● **Exercise instructions**: Look through the data below, tally the lines where "Copahue" occurs, and write the total alone.
──────── Data for the task
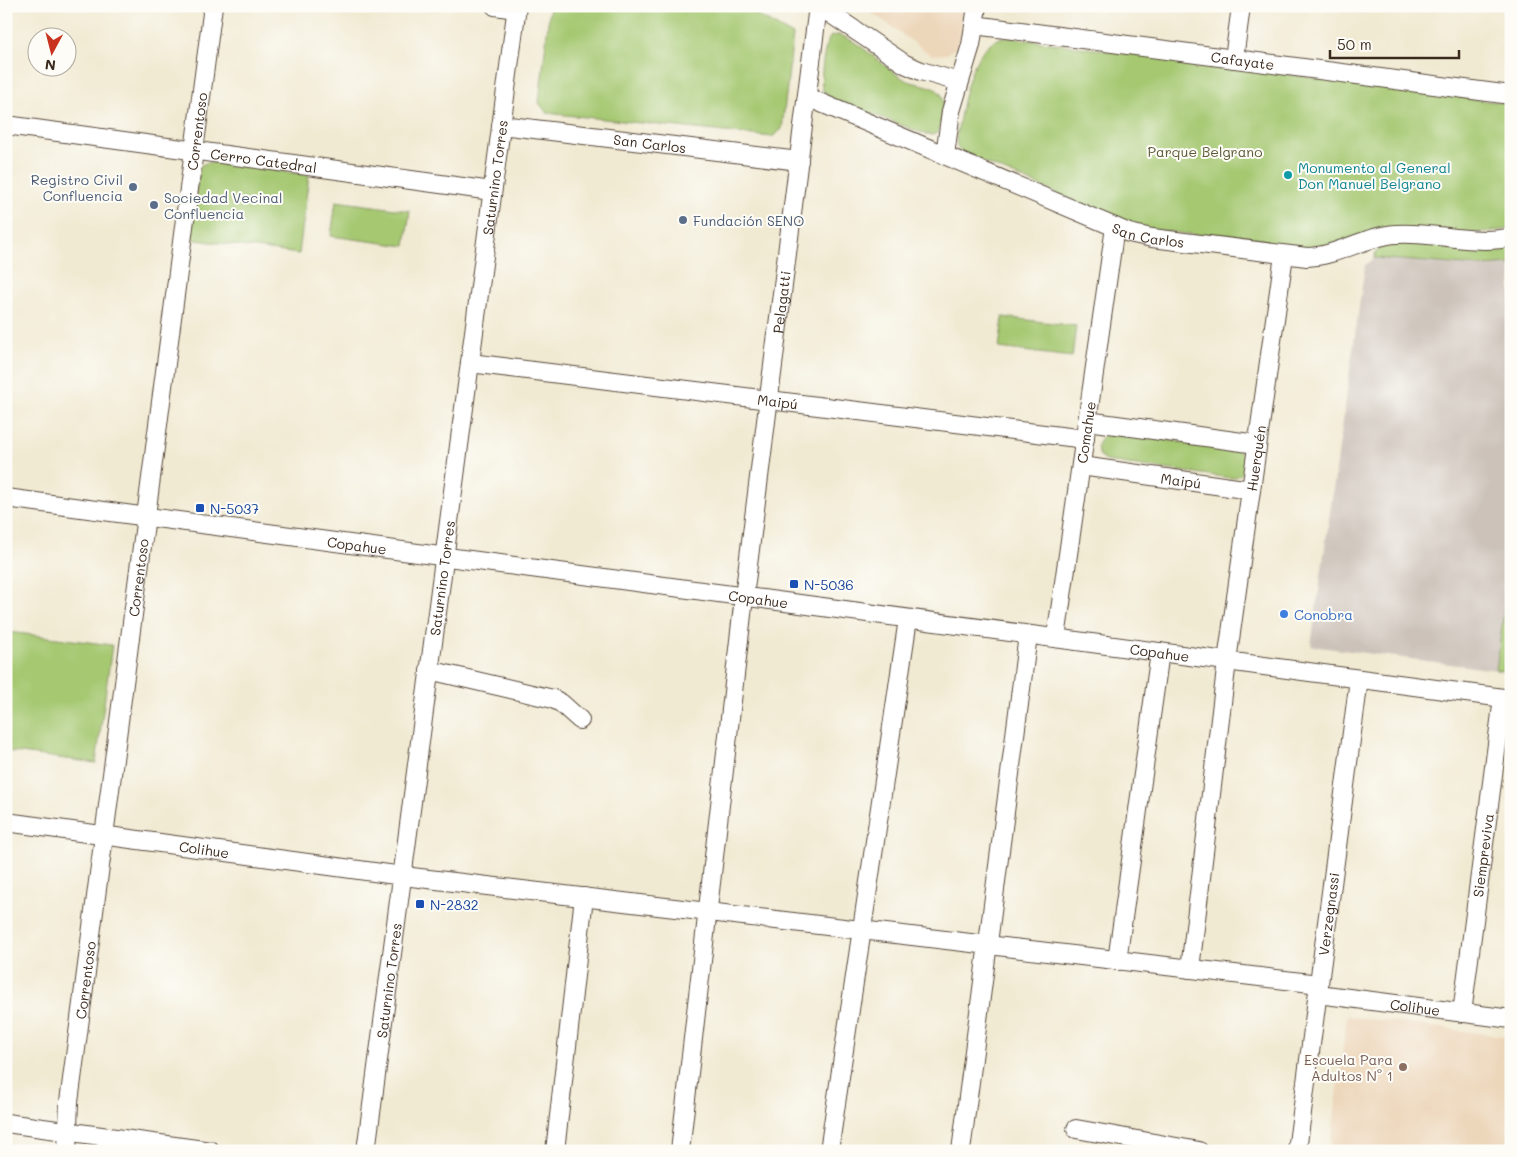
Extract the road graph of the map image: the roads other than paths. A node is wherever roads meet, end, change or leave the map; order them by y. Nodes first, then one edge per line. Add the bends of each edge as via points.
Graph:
1 (213, 6) edge
2 (495, 6) edge
3 (819, 6) edge
4 (977, 6) edge
5 (1241, 6) edge
6 (516, 8) edge
7 (974, 25) junction
8 (1234, 59) junction
9 (959, 82) junction
10 (1511, 96) edge
11 (807, 97) junction
12 (6, 125) edge
13 (501, 125) junction
14 (194, 150) junction
15 (945, 155) junction
16 (799, 161) junction
17 (492, 190) junction
18 (1115, 227) junction
19 (1511, 237) edge
20 (1284, 255) junction
21 (470, 363) junction
22 (769, 400) junction
23 (1087, 420) junction
24 (1085, 439) junction
25 (1257, 444) junction
26 (1081, 466) junction
27 (1251, 490) junction
28 (6, 498) edge
29 (146, 517) junction
30 (444, 557) junction
31 (744, 597) junction
32 (908, 618) junction
33 (1028, 634) junction
34 (1056, 638) junction
35 (1160, 652) junction
36 (1227, 661) junction
37 (430, 670) junction
38 (1359, 679) junction
39 (1507, 698) edge
40 (580, 720) dead end
41 (6, 822) edge
42 (104, 835) junction
43 (403, 876) junction
44 (584, 897) junction
45 (708, 912) junction
46 (862, 930) junction
47 (988, 945) junction
48 (1117, 960) junction
49 (1190, 969) junction
50 (1318, 989) junction
51 (1462, 1013) junction
52 (1511, 1019) edge
53 (6, 1123) edge
54 (1076, 1129) dead end
55 (68, 1131) junction
56 (66, 1151) edge
57 (211, 1151) edge
58 (366, 1151) edge
59 (555, 1151) edge
60 (680, 1151) edge
61 (829, 1151) edge
62 (961, 1151) edge
63 (1200, 1151) edge
64 (1297, 1151) edge

1 - 14 street, Correntoso
2 - 6 street
3 - 9 street via 904,64
3 - 11 street, Pelagatti
4 - 7 street
5 - 8 street
6 - 13 street, Saturnino Torres
7 - 8 street, Cafayate
7 - 9 street via 969,54
8 - 10 street, Cafayate
9 - 15 street
11 - 15 street, San Carlos
11 - 16 street, Pelagatti
12 - 14 street, Cerro Catedral
13 - 16 street, San Carlos
13 - 17 street, Saturnino Torres
14 - 17 street, Cerro Catedral
14 - 29 street, Correntoso
15 - 18 street, San Carlos
16 - 22 street, Pelagatti
17 - 21 street, Saturnino Torres
18 - 20 street, San Carlos via 1152,238
18 - 23 street, Comahue
19 - 20 street, San Carlos via 1489,240 1396,234 1315,257
20 - 25 street, Huerquén
21 - 22 street, Maipú
21 - 30 street, Saturnino Torres
22 - 24 street, Maipú
22 - 31 street, Pelagatti
23 - 24 street, Comahue
23 - 25 street
24 - 26 street, Comahue
25 - 27 street, Huerquén
26 - 27 street, Maipú
26 - 34 street, Comahue
27 - 36 street, Huerquén
28 - 29 street, Copahue
29 - 30 street, Copahue
29 - 42 street, Correntoso
30 - 31 street, Copahue
30 - 37 street, Saturnino Torres
31 - 32 street, Copahue
31 - 45 street, Pelagatti
32 - 33 street, Copahue
32 - 46 street
33 - 34 street, Copahue
33 - 47 street
34 - 35 street, Copahue
35 - 36 street, Copahue
35 - 48 street
36 - 38 street, Copahue
36 - 49 street, Huerquén
37 - 40 street via 553,699
37 - 43 street, Saturnino Torres
38 - 39 street, Copahue
38 - 50 street, Verzegnassi
39 - 51 street, Siempreviva
41 - 42 street, Colihue
42 - 43 street, Colihue
42 - 55 street, Correntoso
43 - 44 street, Colihue
43 - 58 street, Saturnino Torres
44 - 45 street, Colihue
44 - 59 street
45 - 46 street, Colihue
45 - 60 street, Pelagatti
46 - 47 street, Colihue
46 - 61 street
47 - 48 street, Colihue
47 - 62 street
48 - 49 street, Colihue
49 - 50 street, Colihue
50 - 51 street, Colihue
50 - 64 street, Verzegnassi
51 - 52 street, Colihue
53 - 55 street
54 - 63 street
55 - 56 street, Correntoso
55 - 57 street

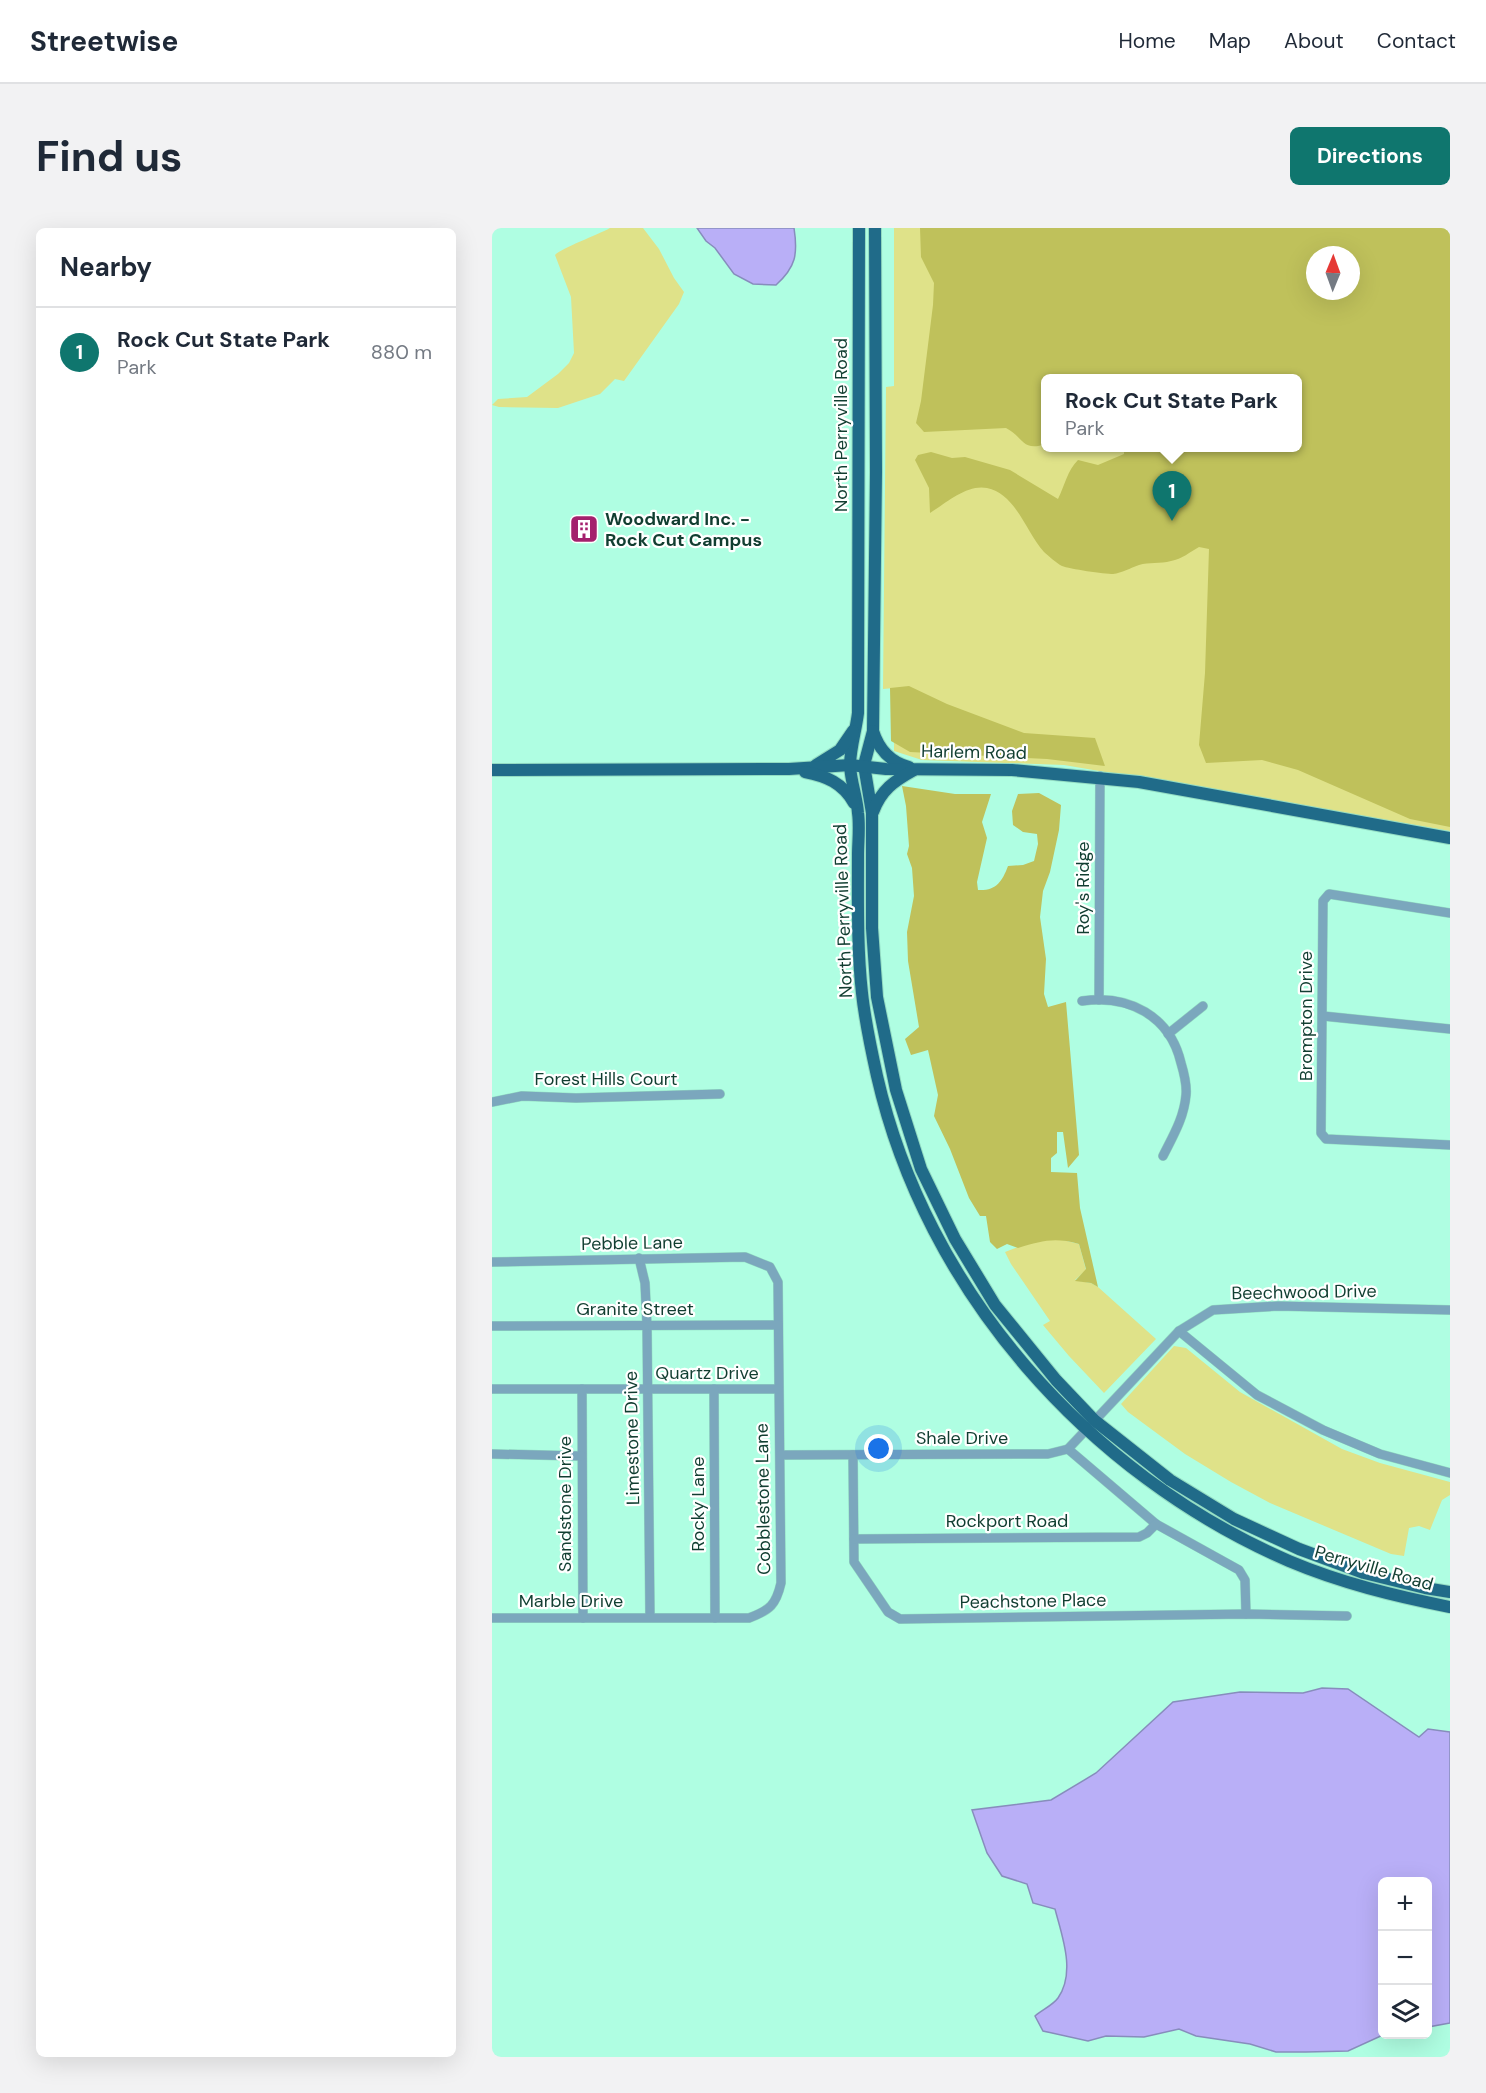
────────────────
● **Problem solution**: 10